What this task involves: Pull each line containing "nodes" out of the listing below.

Dataset records:
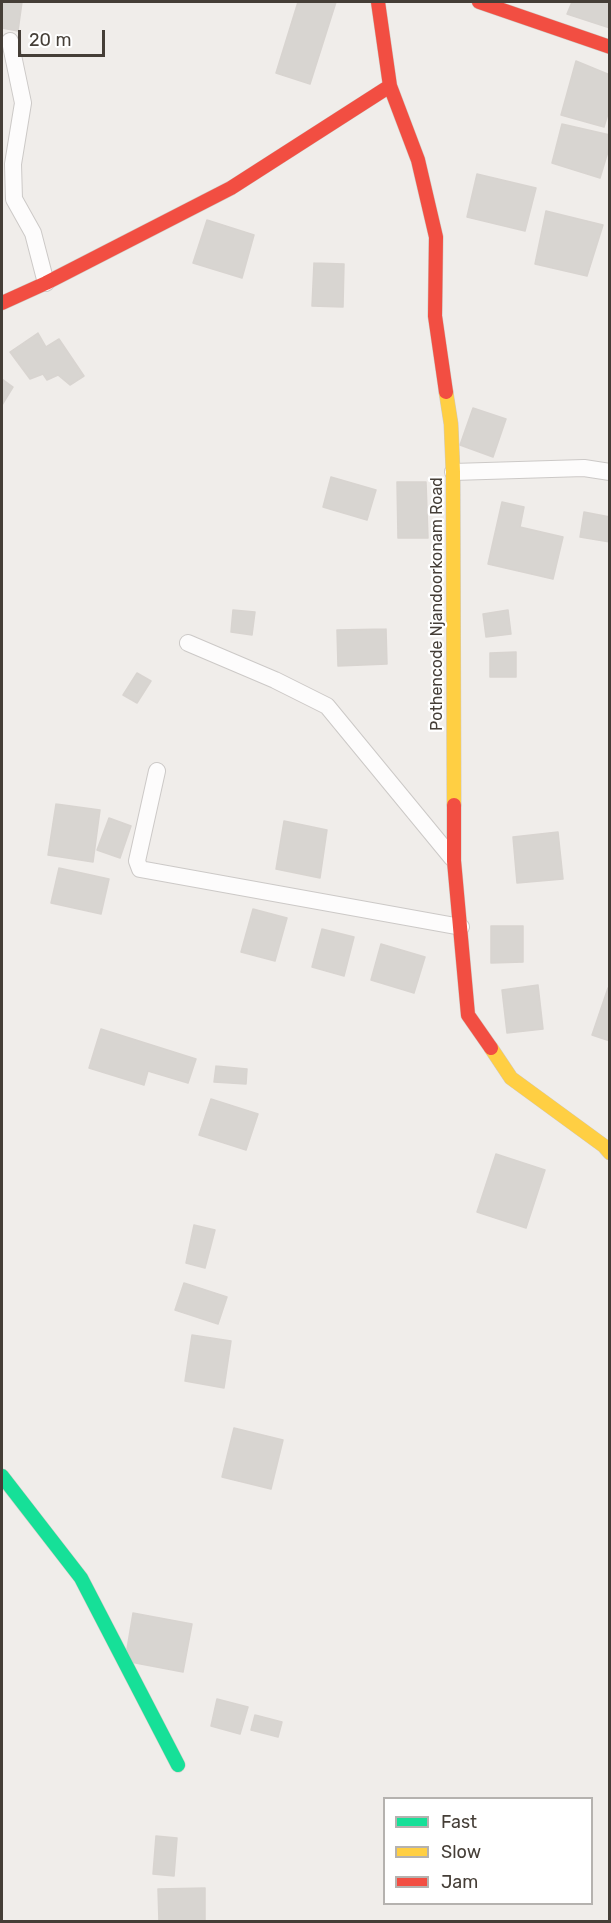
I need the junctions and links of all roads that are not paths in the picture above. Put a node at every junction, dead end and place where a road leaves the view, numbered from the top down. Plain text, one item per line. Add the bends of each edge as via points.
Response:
1 (378, 2) edge
2 (479, 2) edge
3 (10, 41) dead end
4 (609, 47) edge
5 (390, 86) junction
6 (46, 283) junction
7 (2, 303) edge
8 (453, 472) junction
9 (609, 472) edge
10 (188, 643) dead end
11 (156, 771) dead end
12 (454, 861) junction
13 (461, 927) junction
14 (609, 1153) edge
15 (2, 1476) edge
16 (178, 1765) dead end

1 - 5 main road, Pothencode Njandoorkonam Road
2 - 4 main road
3 - 6 lane via 23,103 13,164 14,199 33,233
5 - 6 main road via 231,188
5 - 8 main road, Pothencode Njandoorkonam Road via 418,160 436,237 435,316 451,424
6 - 7 main road
8 - 9 lane via 584,468
8 - 12 main road, Pothencode Njandoorkonam Road
10 - 12 lane via 327,706
11 - 13 lane via 137,861 140,869
12 - 13 main road, Pothencode Njandoorkonam Road
13 - 14 main road, Pothencode Njandoorkonam Road via 468,1015 511,1078
15 - 16 main road via 81,1578

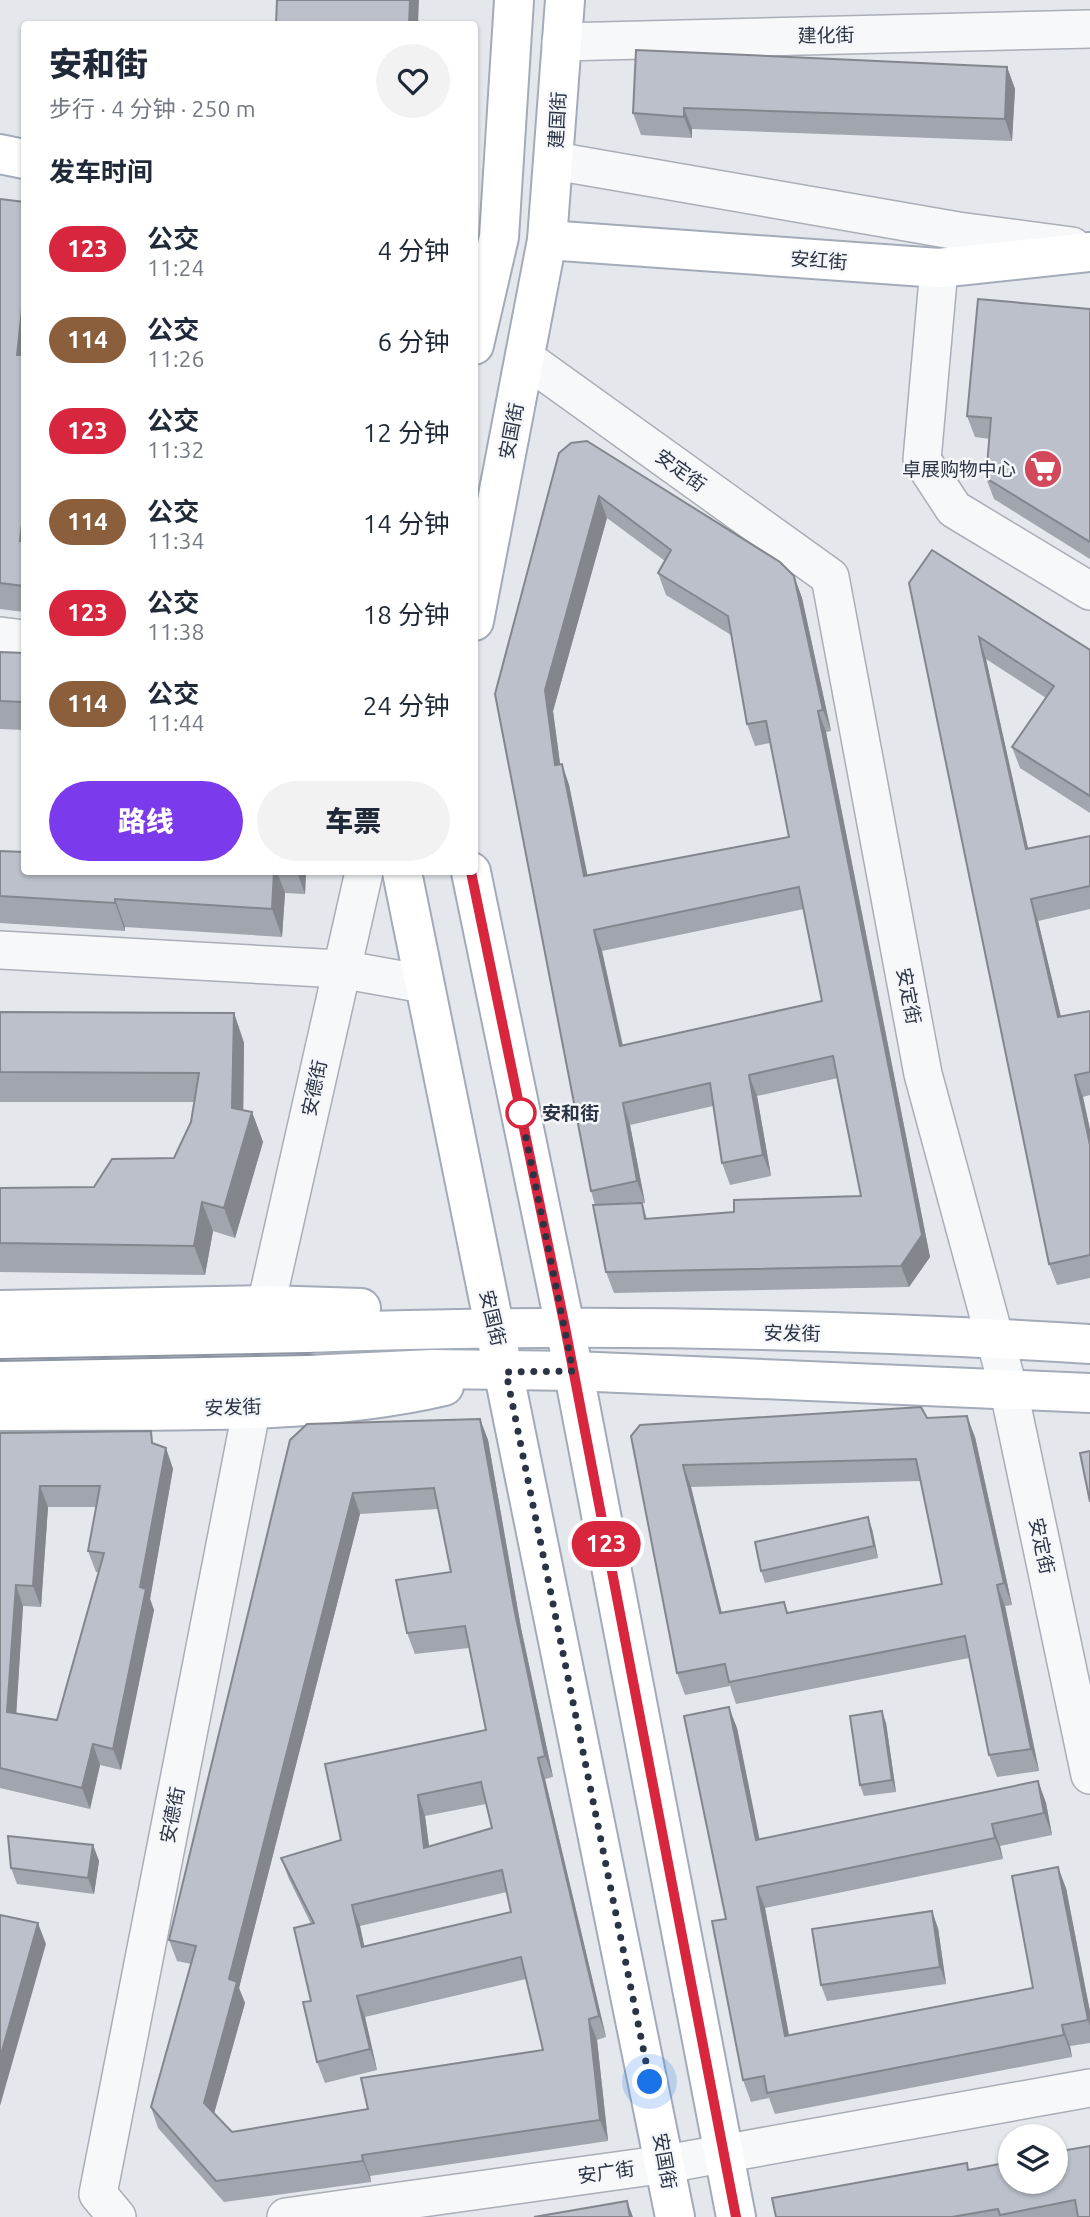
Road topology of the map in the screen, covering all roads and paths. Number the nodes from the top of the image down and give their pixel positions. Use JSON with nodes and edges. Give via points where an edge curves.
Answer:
{"nodes":[{"id":1,"x":514,"y":0,"type":"edge"},
{"id":2,"x":565,"y":0,"type":"edge"},
{"id":3,"x":1090,"y":29,"type":"edge"},
{"id":4,"x":562,"y":42,"type":"junction"},
{"id":5,"x":489,"y":153,"type":"edge"},
{"id":6,"x":0,"y":155,"type":"edge"},
{"id":7,"x":21,"y":158,"type":"edge"},
{"id":8,"x":555,"y":161,"type":"junction"},
{"id":9,"x":0,"y":176,"type":"edge"},
{"id":10,"x":21,"y":179,"type":"edge"},
{"id":11,"x":487,"y":235,"type":"edge"},
{"id":12,"x":547,"y":240,"type":"junction"},
{"id":13,"x":1090,"y":251,"type":"edge"},
{"id":14,"x":939,"y":268,"type":"junction"},
{"id":15,"x":478,"y":311,"type":"edge"},
{"id":16,"x":525,"y":358,"type":"junction"},
{"id":17,"x":1090,"y":591,"type":"edge"},
{"id":18,"x":478,"y":600,"type":"edge"},
{"id":19,"x":0,"y":636,"type":"edge"},
{"id":20,"x":21,"y":639,"type":"edge"},
{"id":21,"x":363,"y":875,"type":"edge"},
{"id":22,"x":403,"y":875,"type":"edge"},
{"id":23,"x":472,"y":875,"type":"edge"},
{"id":24,"x":0,"y":950,"type":"edge"},
{"id":25,"x":340,"y":969,"type":"junction"},
{"id":26,"x":424,"y":984,"type":"junction"},
{"id":27,"x":267,"y":1305,"type":"junction"},
{"id":28,"x":0,"y":1310,"type":"edge"},
{"id":29,"x":565,"y":1327,"type":"junction"},
{"id":30,"x":495,"y":1328,"type":"junction"},
{"id":31,"x":993,"y":1338,"type":"junction"},
{"id":32,"x":0,"y":1339,"type":"edge"},
{"id":33,"x":1090,"y":1344,"type":"edge"},
{"id":34,"x":573,"y":1371,"type":"junction"},
{"id":35,"x":506,"y":1372,"type":"junction"},
{"id":36,"x":0,"y":1381,"type":"edge"},
{"id":37,"x":1008,"y":1387,"type":"junction"},
{"id":38,"x":1090,"y":1392,"type":"edge"},
{"id":39,"x":252,"y":1407,"type":"junction"},
{"id":40,"x":0,"y":1411,"type":"edge"},
{"id":41,"x":1090,"y":1775,"type":"edge"},
{"id":42,"x":1090,"y":2088,"type":"edge"},
{"id":43,"x":725,"y":2154,"type":"junction"},
{"id":44,"x":666,"y":2164,"type":"junction"},
{"id":45,"x":117,"y":2217,"type":"edge"},
{"id":46,"x":286,"y":2217,"type":"edge"},
{"id":47,"x":675,"y":2217,"type":"edge"},
{"id":48,"x":736,"y":2217,"type":"edge"}],
"edges":[{"from":1,"to":5,"type":"main road"},
{"from":2,"to":4,"type":"main road","name":"建国街"},
{"from":3,"to":4,"type":"street","name":"建化街"},
{"from":4,"to":8,"type":"main road","name":"建国街"},
{"from":5,"to":11,"type":"main road"},
{"from":6,"to":7,"type":"main road"},
{"from":8,"to":12,"type":"main road","name":"建国街"},
{"from":8,"to":13,"type":"street"},
{"from":9,"to":10,"type":"main road"},
{"from":11,"to":15,"type":"main road"},
{"from":12,"to":14,"type":"main road","name":"安红街"},
{"from":12,"to":16,"type":"main road","name":"安国街"},
{"from":13,"to":14,"type":"main road","name":"安红街"},
{"from":14,"to":17,"type":"street","via":[[922,460],[954,509]]},
{"from":16,"to":18,"type":"main road","name":"安国街"},
{"from":16,"to":31,"type":"street","name":"安定街","via":[[830,577],[923,1074]]},
{"from":19,"to":20,"type":"street"},
{"from":21,"to":25,"type":"street","name":"安德街"},
{"from":22,"to":26,"type":"main road","name":"安国街"},
{"from":23,"to":29,"type":"main road"},
{"from":24,"to":25,"type":"street"},
{"from":25,"to":26,"type":"street"},
{"from":25,"to":27,"type":"street","name":"安德街"},
{"from":26,"to":30,"type":"main road","name":"安国街"},
{"from":27,"to":28,"type":"main road","name":"安发街"},
{"from":27,"to":30,"type":"main road","name":"安发街","via":[[382,1309]]},
{"from":29,"to":30,"type":"main road","name":"安发街"},
{"from":29,"to":31,"type":"main road","name":"安发街"},
{"from":29,"to":34,"type":"main road"},
{"from":30,"to":32,"type":"main road","name":"安发街"},
{"from":30,"to":35,"type":"main road","name":"安国街"},
{"from":31,"to":33,"type":"main road","name":"安发街"},
{"from":31,"to":37,"type":"street","name":"安定街"},
{"from":34,"to":35,"type":"main road","name":"安发街"},
{"from":34,"to":37,"type":"main road","name":"安发街"},
{"from":34,"to":43,"type":"main road"},
{"from":35,"to":36,"type":"main road","name":"安发街","via":[[432,1369]]},
{"from":35,"to":39,"type":"main road","name":"安发街","via":[[392,1398]]},
{"from":35,"to":44,"type":"main road","name":"安国街"},
{"from":37,"to":38,"type":"main road","name":"安发街"},
{"from":37,"to":41,"type":"street","name":"安定街"},
{"from":39,"to":40,"type":"main road","name":"安发街"},
{"from":39,"to":45,"type":"street","name":"安德街","via":[[98,2194]]},
{"from":42,"to":43,"type":"street","name":"安广街"},
{"from":43,"to":44,"type":"street","name":"安广街"},
{"from":43,"to":48,"type":"main road"},
{"from":44,"to":46,"type":"street","name":"安广街"},
{"from":44,"to":47,"type":"main road","name":"安国街"}]}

Result of this task:
Road topology of the map in the screen, covering all roads and paths. Number the nodes from the top of the image down and give their pixel positions. Use JSON with nodes and edges. Give via points where an edge curves.
{"nodes":[{"id":1,"x":514,"y":0,"type":"edge"},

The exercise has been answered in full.